The data START
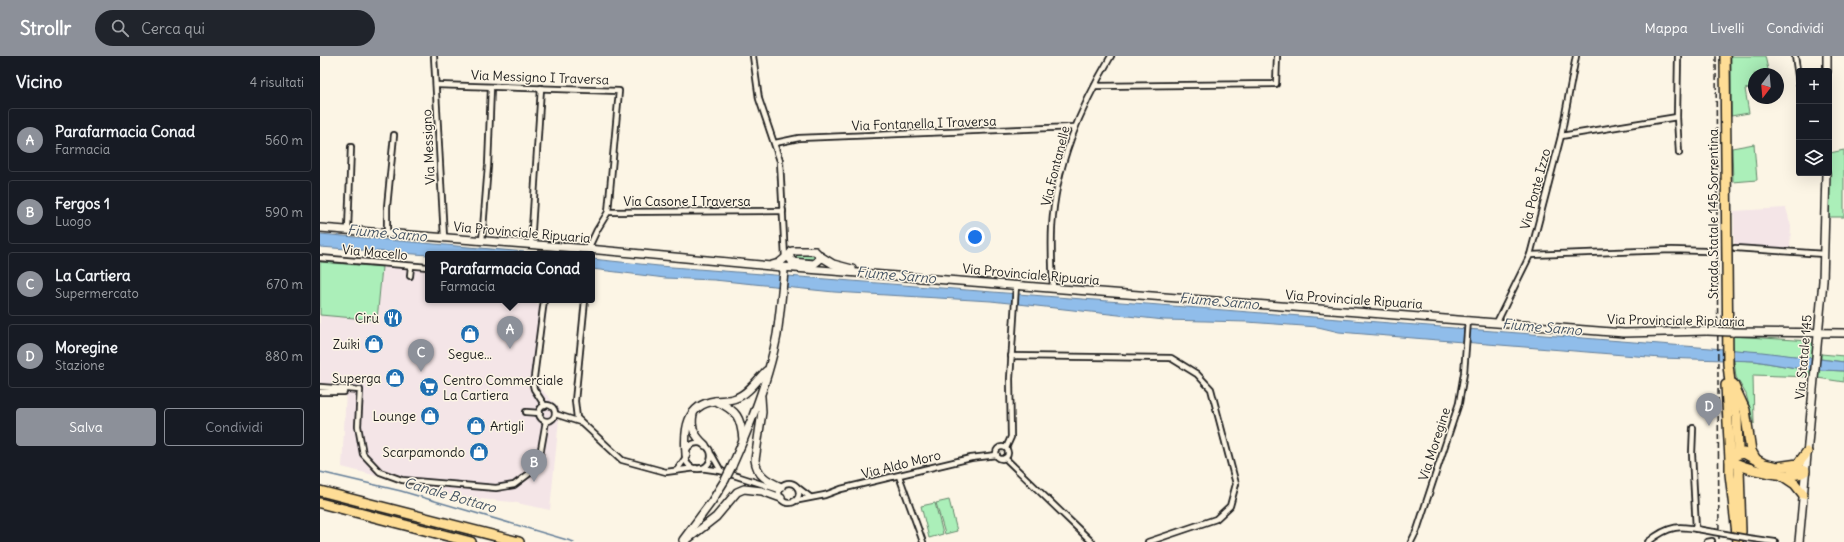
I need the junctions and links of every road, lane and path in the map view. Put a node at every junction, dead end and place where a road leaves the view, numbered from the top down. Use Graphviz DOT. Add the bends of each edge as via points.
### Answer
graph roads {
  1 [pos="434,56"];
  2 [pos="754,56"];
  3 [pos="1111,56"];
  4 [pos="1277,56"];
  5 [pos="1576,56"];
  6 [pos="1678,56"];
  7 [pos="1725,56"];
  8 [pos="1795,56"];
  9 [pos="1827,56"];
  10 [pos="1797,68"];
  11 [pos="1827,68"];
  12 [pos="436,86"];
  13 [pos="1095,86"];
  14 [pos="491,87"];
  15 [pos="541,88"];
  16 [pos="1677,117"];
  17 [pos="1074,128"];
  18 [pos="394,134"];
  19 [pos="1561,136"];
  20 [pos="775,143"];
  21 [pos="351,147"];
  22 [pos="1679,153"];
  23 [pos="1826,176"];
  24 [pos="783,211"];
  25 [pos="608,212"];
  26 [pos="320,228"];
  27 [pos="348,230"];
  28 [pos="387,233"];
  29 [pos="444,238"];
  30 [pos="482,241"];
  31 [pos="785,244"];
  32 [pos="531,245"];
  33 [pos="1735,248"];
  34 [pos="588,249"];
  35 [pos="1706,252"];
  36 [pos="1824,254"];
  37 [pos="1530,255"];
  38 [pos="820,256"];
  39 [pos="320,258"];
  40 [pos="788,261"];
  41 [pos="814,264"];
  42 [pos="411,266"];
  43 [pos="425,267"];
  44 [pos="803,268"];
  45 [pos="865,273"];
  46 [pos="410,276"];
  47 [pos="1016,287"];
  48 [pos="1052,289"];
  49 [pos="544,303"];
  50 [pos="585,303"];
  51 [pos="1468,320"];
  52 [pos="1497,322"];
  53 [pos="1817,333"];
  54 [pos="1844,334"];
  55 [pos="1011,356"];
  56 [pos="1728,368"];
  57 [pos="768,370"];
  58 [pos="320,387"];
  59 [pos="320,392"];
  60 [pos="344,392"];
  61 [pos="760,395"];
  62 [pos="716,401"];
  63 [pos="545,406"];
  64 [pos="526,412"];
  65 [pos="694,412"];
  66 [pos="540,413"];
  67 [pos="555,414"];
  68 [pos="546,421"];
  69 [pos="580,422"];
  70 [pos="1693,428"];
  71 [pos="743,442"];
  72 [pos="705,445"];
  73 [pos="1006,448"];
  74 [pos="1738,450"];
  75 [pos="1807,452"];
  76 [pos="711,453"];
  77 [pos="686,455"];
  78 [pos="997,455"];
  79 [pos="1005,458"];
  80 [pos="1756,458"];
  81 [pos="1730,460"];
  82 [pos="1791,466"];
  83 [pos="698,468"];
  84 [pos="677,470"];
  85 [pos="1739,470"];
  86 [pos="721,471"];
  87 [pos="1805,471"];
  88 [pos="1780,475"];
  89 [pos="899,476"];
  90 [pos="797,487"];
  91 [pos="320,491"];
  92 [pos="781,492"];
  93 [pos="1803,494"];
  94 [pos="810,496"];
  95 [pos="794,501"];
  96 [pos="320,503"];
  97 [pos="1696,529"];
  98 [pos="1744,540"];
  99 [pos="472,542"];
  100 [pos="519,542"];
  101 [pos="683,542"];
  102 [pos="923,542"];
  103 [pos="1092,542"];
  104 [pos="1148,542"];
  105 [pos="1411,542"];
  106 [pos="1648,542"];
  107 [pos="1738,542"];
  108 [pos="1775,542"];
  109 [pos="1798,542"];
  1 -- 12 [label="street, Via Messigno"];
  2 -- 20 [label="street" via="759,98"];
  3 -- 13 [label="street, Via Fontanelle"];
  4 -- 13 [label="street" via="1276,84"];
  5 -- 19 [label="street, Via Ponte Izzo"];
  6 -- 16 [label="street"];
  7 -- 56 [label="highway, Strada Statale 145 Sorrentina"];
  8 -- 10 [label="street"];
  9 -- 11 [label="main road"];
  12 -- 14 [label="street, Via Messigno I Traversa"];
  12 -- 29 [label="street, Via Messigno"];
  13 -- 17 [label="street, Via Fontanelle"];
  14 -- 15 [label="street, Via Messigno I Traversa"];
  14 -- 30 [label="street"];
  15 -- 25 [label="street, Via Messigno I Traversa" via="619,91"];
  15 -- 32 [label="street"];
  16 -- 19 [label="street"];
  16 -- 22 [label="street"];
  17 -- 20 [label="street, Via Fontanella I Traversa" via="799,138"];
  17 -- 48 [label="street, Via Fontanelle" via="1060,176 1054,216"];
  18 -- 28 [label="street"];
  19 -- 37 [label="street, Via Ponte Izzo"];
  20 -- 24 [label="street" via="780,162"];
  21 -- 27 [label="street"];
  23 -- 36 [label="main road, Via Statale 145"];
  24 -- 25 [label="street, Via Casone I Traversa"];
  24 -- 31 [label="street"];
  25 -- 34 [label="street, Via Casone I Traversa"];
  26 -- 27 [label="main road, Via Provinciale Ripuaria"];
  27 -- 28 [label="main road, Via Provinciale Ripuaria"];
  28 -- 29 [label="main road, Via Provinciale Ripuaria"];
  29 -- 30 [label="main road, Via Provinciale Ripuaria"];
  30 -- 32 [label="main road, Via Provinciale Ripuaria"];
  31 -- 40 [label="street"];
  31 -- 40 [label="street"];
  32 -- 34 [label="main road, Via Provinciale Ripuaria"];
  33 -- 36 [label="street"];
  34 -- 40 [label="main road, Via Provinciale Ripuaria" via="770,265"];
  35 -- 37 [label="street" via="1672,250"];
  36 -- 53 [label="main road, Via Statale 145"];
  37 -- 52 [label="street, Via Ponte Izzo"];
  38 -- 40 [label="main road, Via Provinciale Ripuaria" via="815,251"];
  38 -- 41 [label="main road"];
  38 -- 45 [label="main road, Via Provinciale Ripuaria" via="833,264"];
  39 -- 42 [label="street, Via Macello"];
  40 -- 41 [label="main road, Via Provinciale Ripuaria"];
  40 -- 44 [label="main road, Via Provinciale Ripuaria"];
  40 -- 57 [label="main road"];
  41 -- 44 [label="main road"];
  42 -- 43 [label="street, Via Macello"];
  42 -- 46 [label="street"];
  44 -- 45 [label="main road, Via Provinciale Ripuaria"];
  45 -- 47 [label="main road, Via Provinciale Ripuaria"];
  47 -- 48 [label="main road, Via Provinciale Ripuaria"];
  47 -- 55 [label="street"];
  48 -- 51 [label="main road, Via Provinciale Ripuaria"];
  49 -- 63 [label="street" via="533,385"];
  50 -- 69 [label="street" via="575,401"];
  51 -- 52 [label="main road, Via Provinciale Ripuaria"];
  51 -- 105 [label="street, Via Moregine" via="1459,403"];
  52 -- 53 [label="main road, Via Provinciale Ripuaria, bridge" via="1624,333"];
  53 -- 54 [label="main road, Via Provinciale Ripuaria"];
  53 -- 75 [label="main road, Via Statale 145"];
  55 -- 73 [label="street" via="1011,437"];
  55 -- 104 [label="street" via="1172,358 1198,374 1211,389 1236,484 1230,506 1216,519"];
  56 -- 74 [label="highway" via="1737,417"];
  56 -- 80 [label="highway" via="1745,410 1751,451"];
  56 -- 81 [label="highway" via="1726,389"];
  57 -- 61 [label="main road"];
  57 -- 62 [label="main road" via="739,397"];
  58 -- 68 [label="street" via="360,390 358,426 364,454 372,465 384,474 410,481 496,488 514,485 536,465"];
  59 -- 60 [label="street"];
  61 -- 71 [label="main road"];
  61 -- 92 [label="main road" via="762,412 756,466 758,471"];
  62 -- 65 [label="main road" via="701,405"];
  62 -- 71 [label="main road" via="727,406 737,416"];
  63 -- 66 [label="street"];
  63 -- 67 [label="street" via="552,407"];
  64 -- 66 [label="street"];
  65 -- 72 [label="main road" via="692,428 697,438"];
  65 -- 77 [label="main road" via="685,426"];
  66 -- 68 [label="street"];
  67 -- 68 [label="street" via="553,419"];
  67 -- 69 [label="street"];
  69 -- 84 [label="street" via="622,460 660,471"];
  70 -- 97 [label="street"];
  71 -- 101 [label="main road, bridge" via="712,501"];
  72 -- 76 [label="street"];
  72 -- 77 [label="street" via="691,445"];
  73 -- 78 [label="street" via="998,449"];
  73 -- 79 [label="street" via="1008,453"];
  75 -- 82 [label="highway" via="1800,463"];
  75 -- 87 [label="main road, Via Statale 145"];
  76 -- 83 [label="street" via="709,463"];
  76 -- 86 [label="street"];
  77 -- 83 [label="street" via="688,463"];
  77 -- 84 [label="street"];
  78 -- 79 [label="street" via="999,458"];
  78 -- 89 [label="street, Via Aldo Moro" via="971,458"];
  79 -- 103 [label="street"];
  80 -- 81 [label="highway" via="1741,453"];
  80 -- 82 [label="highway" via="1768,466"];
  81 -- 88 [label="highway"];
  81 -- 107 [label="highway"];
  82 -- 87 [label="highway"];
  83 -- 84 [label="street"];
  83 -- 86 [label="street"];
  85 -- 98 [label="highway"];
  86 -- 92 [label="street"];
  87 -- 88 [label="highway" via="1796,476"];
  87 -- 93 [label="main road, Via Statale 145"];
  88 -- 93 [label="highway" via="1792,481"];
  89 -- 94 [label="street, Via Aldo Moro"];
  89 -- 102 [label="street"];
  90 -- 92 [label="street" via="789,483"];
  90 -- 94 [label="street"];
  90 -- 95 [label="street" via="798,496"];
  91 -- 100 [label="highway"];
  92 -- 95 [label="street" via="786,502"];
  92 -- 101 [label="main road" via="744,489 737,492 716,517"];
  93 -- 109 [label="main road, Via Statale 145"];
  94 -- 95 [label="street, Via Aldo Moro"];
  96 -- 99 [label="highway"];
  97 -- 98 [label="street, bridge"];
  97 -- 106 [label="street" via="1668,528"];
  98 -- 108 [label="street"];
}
The data END
Search the data for "Izzo". Copy every matching line.

→ **Task solution**
  5 -- 19 [label="street, Via Ponte Izzo"];
  19 -- 37 [label="street, Via Ponte Izzo"];
  37 -- 52 [label="street, Via Ponte Izzo"];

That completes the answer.